Can you get that VHS to put in our VCR?


----------



## FLBuff PE (Aug 20, 2019)

@Dleg has a Beta tape of his wedding.  ld-025:


----------



## Dleg (Aug 20, 2019)

FLBuff PE said:


> @Dleg has a Beta tape of his wedding.  ld-025:


Not true!  But I do in fact have a VHS tape of it, and no VHS player to watch it on anymore..... God damn how much money we spent on that tape....


----------



## akwooly (Aug 20, 2019)

It's all good, I converted ours to Laserdisc.


----------



## Road Guy (Aug 20, 2019)

Ours even has a special custom case that I’m sure cost some $$$$ back in the day...

But also
No VCR


----------



## mudpuppy (Aug 21, 2019)

I still have a VCR just in case I need it.  But we just got married a few years ago so that's on DVD.

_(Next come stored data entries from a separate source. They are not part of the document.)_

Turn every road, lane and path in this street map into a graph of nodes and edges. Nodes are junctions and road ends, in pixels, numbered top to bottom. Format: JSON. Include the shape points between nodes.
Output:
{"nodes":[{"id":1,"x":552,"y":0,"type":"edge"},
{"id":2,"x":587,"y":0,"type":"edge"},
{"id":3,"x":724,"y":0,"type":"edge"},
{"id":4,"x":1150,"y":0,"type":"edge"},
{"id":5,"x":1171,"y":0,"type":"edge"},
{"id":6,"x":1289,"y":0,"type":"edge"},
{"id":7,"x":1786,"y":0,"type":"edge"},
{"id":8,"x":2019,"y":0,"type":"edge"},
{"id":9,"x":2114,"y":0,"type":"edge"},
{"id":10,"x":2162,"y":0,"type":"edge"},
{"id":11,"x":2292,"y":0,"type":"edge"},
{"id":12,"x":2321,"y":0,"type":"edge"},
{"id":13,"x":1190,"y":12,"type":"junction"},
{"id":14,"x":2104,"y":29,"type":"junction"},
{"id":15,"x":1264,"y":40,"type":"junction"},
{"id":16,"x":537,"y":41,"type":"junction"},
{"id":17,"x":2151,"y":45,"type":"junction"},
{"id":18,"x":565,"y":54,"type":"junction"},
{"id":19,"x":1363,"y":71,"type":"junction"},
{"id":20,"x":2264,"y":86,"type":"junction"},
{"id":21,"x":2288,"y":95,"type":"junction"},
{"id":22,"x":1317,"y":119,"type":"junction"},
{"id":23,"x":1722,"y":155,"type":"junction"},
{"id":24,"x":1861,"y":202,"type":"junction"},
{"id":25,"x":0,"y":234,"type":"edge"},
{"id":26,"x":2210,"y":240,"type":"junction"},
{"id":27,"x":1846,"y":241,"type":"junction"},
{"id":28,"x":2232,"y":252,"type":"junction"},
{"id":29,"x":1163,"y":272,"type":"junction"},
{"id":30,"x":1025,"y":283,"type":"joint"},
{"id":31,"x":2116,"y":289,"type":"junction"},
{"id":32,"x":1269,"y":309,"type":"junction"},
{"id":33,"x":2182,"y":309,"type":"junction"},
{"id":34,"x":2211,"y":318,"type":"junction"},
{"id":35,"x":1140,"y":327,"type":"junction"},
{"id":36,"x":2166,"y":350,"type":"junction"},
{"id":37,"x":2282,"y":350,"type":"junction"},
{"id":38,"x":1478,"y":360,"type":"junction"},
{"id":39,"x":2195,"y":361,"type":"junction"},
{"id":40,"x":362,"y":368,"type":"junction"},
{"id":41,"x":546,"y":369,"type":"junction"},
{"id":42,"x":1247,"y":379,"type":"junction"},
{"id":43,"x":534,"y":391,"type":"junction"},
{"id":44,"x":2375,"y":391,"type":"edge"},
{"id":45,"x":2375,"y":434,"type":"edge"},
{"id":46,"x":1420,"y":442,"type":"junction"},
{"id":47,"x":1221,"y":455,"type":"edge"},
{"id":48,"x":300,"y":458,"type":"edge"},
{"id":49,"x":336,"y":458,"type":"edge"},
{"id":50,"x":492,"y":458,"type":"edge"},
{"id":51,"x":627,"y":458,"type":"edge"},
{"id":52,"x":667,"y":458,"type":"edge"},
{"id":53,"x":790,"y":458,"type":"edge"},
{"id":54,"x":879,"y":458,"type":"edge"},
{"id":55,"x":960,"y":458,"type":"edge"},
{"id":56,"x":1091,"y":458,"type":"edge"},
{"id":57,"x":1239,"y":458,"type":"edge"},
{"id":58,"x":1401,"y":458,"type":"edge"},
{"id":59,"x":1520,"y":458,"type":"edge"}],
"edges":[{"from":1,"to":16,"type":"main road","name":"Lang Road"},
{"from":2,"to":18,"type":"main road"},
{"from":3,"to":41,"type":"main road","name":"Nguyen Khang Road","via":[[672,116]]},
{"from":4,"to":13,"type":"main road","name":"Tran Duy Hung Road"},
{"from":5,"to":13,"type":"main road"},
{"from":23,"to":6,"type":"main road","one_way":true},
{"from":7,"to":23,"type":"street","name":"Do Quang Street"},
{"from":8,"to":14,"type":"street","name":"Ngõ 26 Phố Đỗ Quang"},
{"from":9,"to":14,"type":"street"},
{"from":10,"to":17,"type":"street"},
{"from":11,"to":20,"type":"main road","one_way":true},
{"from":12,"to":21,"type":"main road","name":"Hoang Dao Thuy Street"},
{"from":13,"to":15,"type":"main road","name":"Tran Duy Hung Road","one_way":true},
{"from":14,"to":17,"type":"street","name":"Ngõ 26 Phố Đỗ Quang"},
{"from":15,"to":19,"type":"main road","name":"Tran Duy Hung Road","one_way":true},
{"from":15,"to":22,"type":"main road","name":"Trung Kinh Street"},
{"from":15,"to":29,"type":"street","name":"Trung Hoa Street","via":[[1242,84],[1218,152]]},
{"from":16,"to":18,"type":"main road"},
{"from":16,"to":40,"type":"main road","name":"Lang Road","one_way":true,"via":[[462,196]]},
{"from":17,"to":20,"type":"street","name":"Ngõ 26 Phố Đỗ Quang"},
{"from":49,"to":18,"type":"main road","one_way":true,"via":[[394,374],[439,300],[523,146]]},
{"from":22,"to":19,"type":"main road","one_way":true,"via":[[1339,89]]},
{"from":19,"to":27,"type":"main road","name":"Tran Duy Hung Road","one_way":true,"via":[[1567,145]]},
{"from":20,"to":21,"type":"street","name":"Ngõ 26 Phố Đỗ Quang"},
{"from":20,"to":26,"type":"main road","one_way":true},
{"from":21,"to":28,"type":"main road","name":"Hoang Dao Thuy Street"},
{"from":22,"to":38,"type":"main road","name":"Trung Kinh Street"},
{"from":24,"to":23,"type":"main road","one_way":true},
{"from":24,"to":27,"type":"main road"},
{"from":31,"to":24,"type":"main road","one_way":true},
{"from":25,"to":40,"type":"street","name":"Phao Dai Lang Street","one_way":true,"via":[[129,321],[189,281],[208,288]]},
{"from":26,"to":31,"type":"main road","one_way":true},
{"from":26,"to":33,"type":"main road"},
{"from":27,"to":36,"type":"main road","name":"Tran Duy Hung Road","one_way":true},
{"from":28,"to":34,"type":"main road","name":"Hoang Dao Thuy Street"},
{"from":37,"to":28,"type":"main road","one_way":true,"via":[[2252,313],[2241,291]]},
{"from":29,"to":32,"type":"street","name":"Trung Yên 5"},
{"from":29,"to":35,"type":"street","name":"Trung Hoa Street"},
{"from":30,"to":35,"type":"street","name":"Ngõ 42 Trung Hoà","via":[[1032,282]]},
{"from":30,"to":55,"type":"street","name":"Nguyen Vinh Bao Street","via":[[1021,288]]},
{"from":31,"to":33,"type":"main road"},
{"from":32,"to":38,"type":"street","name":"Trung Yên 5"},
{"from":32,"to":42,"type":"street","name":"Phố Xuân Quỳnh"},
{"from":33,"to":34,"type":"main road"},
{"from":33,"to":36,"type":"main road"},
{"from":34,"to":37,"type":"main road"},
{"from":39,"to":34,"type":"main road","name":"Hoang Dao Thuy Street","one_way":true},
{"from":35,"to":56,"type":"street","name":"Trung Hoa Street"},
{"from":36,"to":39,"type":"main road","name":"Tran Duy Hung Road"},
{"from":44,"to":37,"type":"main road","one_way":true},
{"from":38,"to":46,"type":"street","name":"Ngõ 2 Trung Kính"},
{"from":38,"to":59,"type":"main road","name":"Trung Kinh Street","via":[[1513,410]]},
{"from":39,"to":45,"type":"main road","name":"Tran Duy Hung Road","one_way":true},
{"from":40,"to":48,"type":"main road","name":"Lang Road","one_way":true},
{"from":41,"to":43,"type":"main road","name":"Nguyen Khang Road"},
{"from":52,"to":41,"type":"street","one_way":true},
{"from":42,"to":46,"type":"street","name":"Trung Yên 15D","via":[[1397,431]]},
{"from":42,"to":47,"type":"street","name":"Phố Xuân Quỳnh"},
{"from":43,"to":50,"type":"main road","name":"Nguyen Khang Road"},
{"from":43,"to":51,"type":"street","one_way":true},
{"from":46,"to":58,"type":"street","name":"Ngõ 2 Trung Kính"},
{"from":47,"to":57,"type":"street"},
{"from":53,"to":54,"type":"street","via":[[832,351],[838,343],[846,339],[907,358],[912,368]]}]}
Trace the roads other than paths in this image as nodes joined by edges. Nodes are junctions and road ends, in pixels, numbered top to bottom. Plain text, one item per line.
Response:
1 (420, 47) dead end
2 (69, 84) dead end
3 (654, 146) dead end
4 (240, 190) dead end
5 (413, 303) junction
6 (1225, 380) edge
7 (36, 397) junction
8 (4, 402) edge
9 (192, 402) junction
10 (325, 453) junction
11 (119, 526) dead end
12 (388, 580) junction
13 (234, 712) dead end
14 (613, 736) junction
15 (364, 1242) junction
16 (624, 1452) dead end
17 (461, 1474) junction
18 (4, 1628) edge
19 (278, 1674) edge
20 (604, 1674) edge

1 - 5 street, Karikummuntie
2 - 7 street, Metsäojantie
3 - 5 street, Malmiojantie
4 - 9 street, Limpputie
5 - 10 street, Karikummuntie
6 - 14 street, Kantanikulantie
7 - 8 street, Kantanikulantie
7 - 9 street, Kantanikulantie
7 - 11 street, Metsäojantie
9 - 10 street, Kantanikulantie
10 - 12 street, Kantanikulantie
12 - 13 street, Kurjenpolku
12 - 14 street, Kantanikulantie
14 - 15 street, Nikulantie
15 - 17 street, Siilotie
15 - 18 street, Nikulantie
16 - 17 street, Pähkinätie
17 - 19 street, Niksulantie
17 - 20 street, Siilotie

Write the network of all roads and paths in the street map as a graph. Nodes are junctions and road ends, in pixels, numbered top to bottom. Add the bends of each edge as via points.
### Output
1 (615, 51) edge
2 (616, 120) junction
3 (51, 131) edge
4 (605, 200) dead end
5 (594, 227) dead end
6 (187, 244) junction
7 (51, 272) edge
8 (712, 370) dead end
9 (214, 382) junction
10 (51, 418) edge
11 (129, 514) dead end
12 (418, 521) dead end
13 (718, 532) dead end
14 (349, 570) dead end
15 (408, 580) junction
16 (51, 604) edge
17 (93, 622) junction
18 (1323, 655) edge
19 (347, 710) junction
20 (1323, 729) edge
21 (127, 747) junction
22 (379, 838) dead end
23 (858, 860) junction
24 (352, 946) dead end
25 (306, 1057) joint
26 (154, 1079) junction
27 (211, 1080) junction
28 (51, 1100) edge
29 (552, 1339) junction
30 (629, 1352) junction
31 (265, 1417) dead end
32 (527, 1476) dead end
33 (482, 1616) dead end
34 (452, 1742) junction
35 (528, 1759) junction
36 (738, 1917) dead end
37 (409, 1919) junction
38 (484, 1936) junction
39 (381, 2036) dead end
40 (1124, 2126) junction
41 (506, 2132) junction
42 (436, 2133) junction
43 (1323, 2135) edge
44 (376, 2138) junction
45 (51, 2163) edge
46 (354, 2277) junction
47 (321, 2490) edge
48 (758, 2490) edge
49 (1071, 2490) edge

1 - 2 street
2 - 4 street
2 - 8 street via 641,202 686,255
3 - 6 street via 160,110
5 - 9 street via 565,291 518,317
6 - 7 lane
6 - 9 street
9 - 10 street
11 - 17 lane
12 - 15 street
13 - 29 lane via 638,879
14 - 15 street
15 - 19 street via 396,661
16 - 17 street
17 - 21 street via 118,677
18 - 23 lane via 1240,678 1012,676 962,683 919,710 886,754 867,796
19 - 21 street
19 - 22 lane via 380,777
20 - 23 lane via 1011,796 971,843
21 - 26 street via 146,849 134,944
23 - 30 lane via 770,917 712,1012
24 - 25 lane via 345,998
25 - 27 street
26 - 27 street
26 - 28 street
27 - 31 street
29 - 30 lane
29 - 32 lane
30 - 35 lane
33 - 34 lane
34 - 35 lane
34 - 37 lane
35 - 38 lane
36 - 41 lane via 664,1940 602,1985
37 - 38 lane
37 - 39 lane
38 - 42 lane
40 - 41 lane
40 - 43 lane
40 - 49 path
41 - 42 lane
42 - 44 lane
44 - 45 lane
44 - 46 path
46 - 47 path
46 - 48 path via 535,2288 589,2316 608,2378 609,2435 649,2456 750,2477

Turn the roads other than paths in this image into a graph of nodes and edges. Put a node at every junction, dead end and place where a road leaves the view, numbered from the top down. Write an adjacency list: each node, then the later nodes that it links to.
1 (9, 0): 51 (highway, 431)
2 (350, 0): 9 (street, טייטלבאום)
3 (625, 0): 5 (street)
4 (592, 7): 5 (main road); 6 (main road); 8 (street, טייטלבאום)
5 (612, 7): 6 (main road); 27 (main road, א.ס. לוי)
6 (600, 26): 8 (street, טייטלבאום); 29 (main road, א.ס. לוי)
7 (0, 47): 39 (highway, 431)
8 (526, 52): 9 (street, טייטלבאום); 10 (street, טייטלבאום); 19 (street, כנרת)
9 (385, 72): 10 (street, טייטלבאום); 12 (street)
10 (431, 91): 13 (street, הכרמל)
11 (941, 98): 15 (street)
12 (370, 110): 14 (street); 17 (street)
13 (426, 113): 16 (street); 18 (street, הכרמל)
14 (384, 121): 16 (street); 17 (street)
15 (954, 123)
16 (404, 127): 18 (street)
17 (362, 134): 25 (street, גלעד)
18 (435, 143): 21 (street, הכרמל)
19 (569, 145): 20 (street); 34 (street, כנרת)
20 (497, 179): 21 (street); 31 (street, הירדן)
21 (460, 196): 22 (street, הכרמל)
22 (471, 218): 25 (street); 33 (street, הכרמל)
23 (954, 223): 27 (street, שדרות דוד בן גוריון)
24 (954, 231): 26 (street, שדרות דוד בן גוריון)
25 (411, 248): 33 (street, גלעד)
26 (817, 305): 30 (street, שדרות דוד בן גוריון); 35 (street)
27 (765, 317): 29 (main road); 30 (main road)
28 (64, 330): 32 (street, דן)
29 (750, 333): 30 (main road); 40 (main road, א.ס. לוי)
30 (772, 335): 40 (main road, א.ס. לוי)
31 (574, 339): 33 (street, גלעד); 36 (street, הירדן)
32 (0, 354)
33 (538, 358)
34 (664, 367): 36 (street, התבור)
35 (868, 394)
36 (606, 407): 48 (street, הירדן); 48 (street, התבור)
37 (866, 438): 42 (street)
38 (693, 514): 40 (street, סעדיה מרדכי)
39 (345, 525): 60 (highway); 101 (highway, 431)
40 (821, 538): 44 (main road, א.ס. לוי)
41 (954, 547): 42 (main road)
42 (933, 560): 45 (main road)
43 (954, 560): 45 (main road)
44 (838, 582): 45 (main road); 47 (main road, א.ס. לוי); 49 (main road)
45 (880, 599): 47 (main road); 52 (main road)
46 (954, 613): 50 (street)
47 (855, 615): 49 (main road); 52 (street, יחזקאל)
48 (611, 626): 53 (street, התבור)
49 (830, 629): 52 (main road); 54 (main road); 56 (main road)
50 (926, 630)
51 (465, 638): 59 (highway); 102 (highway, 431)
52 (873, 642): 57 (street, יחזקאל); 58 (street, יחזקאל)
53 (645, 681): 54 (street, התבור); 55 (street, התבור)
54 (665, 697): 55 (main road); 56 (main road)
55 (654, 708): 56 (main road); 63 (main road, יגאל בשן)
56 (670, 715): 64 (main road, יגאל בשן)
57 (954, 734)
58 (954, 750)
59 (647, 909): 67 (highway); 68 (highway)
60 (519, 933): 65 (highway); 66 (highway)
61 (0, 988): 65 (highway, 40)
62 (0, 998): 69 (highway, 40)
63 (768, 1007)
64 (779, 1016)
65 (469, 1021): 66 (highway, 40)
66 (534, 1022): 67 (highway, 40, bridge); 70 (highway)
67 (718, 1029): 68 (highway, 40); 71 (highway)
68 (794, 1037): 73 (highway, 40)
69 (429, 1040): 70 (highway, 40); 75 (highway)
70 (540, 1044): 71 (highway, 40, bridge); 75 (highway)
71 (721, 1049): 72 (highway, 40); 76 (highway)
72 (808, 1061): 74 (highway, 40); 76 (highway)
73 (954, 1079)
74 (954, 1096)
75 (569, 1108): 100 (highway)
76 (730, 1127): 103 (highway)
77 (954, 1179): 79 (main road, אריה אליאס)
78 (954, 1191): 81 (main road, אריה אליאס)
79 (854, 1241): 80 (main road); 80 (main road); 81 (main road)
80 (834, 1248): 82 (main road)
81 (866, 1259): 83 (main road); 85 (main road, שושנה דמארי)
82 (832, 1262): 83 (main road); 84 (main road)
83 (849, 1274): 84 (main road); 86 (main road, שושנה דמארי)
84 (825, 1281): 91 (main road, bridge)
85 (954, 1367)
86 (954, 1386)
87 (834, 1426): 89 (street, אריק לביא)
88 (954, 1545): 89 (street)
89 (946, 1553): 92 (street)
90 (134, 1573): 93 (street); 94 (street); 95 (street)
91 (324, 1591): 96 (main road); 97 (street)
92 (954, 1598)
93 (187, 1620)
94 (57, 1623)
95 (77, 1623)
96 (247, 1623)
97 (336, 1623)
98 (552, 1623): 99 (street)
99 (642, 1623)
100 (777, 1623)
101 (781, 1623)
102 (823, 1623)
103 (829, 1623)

But I do have our high school senior party on VHS.  I'm afraid to watch that one.


----------



## Master slacker (Aug 22, 2019)

We had a VCR, but I can't say I've seen it recently.  It used to be stashed in the closest "just in case".  I guess my other half trashed it.  Won't be watching *Batman: Mask of the Phantasm *any time soon, i suppose.


----------



## MA_PE (Aug 23, 2019)

I have a VHS vcr.  I gave away my VHS camera to my nephew to use as a prop in s movie he was making.  I also have a Hi-8 video camera


----------



## JayKay PE (Aug 23, 2019)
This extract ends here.